Pendekatan populisnya begini: banyak orang mengira bahaya terbesar adalah maksiat besar. Padahal musibah paling halus adalah merasa wajar saat menjauh. Ada fase ketika dosa masih terasa dosa. Tapi ada fase lebih berbahaya: dosa berubah menjadi “kebiasaan”, bahkan “identitas”.

Di situlah qarīn bekerja: ia tidak selalu menyeret dengan kekerasan; ia cukup membuatmu berkata, “Tidak apa-apa.” “Nanti saja.” “Semua orang begitu.” “Aku masih baik kok.” Qur’an menggambarkan situasi setelahnya: seseorang disesatkan dari jalan, tetapi ia mengira dirinya berada di atas petunjuk. Itu puncak bencana: salah arah, tapi merasa benar.

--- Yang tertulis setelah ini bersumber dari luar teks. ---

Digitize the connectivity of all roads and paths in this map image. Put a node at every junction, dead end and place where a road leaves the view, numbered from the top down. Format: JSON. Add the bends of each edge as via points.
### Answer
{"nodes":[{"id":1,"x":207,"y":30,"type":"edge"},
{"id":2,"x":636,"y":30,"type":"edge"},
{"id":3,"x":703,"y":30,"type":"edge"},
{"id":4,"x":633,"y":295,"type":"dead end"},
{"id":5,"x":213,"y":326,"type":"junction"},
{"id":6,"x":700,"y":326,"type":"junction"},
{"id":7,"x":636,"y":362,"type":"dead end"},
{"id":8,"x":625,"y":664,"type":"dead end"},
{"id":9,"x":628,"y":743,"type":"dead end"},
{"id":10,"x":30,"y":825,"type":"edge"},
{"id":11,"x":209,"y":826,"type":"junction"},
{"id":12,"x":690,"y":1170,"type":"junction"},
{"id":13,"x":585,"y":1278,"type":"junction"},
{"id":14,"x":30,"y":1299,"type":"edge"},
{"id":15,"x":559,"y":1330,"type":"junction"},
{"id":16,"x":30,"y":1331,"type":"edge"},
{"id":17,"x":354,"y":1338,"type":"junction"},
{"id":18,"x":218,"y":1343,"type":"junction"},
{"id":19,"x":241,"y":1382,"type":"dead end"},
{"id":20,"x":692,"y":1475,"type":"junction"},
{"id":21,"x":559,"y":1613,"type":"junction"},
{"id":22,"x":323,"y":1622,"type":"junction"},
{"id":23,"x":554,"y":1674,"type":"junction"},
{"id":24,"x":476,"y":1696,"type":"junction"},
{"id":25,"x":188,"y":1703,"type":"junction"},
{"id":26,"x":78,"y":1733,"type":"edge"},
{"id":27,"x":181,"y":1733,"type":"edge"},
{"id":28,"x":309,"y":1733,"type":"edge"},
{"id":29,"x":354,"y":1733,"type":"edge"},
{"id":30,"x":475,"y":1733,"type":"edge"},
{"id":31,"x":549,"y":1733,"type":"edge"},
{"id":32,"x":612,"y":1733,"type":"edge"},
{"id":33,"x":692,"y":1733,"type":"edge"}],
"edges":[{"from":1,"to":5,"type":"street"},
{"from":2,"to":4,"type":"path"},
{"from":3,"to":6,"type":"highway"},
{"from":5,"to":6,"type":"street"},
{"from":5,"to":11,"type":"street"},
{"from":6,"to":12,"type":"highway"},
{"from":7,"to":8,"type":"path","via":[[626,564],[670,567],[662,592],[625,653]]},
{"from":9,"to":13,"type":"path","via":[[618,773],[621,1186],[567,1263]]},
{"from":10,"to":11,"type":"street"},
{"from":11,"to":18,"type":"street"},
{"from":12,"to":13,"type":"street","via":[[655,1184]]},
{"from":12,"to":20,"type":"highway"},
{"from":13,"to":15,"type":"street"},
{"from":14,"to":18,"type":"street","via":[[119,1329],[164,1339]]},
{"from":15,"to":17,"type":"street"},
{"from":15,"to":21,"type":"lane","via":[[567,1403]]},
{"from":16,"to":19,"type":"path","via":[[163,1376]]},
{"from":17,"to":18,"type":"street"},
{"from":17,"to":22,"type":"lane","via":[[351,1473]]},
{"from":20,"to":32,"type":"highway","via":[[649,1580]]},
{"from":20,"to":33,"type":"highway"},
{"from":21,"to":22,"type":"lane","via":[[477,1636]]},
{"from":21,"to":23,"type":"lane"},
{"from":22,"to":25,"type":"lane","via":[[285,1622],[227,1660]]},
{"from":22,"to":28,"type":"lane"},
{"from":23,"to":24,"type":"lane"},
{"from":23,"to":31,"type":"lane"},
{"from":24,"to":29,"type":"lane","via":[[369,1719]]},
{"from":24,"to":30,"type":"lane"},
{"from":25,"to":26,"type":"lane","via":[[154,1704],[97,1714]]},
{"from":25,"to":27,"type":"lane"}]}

Secara akademik, para mufassir klasik membaca ayat ini sebagai kaidah sunatullah: sebab–akibat ruhani. Kata ya‘shu memberi isyarat penting: bukan “tidak tahu”, melainkan mengabaikan dengan sadar; seperti orang yang menutup mata agar tidak melihat.

Maka konsekuensinya pun selaras: Allah “menetapkan” baginya setan sebagai qarīn. Ini bukan berarti Allah memaksa orang saleh menjadi sesat; tetapi ketika manusia memilih berpaling, ia dibalas dengan “pendamping” yang cocok dengan pilihannya—sebuah hukuman yang sekaligus memperlihatkan keadilan: siapa mematikan cahaya, ia akan ditemani gelap. Di sini, logika Qur’ani sangat presisi: keburukan bukan hanya tindakan, tapi keputusan batin untuk tidak hadir di hadapan Allah.

Pendekatan filosofisnya lebih dalam: ayat ini menyingkap “fisika batin”. Manusia selalu memerlukan pusat orientasi—sebuah kiblat makna. Jika kiblat itu bukan Allah, maka ia akan digeser oleh magnet lain: gengsi, syahwat, ketakutan, ambisi, atau sekadar “ingin diterima”. Dzikir, dalam makna Qur’ani, bukan hanya tasbih di lisan; ia adalah kesadaran yang menjaga pusat. Ia membuat manusia ingat: aku dicipta, aku diawasi, aku akan kembali, aku perlu petunjuk. Ketika pusat ini goyah, qarīn hadir sebagai “komentator permanen”: ia memberi penjelasan cepat untuk setiap dorongan nafsu, sehingga nafsu tampak rasional. Inilah yang membuat setan berbahaya: ia bukan hanya bisik “lakukan dosa”, tetapi bisik “dosa ini punya alasan yang baik.”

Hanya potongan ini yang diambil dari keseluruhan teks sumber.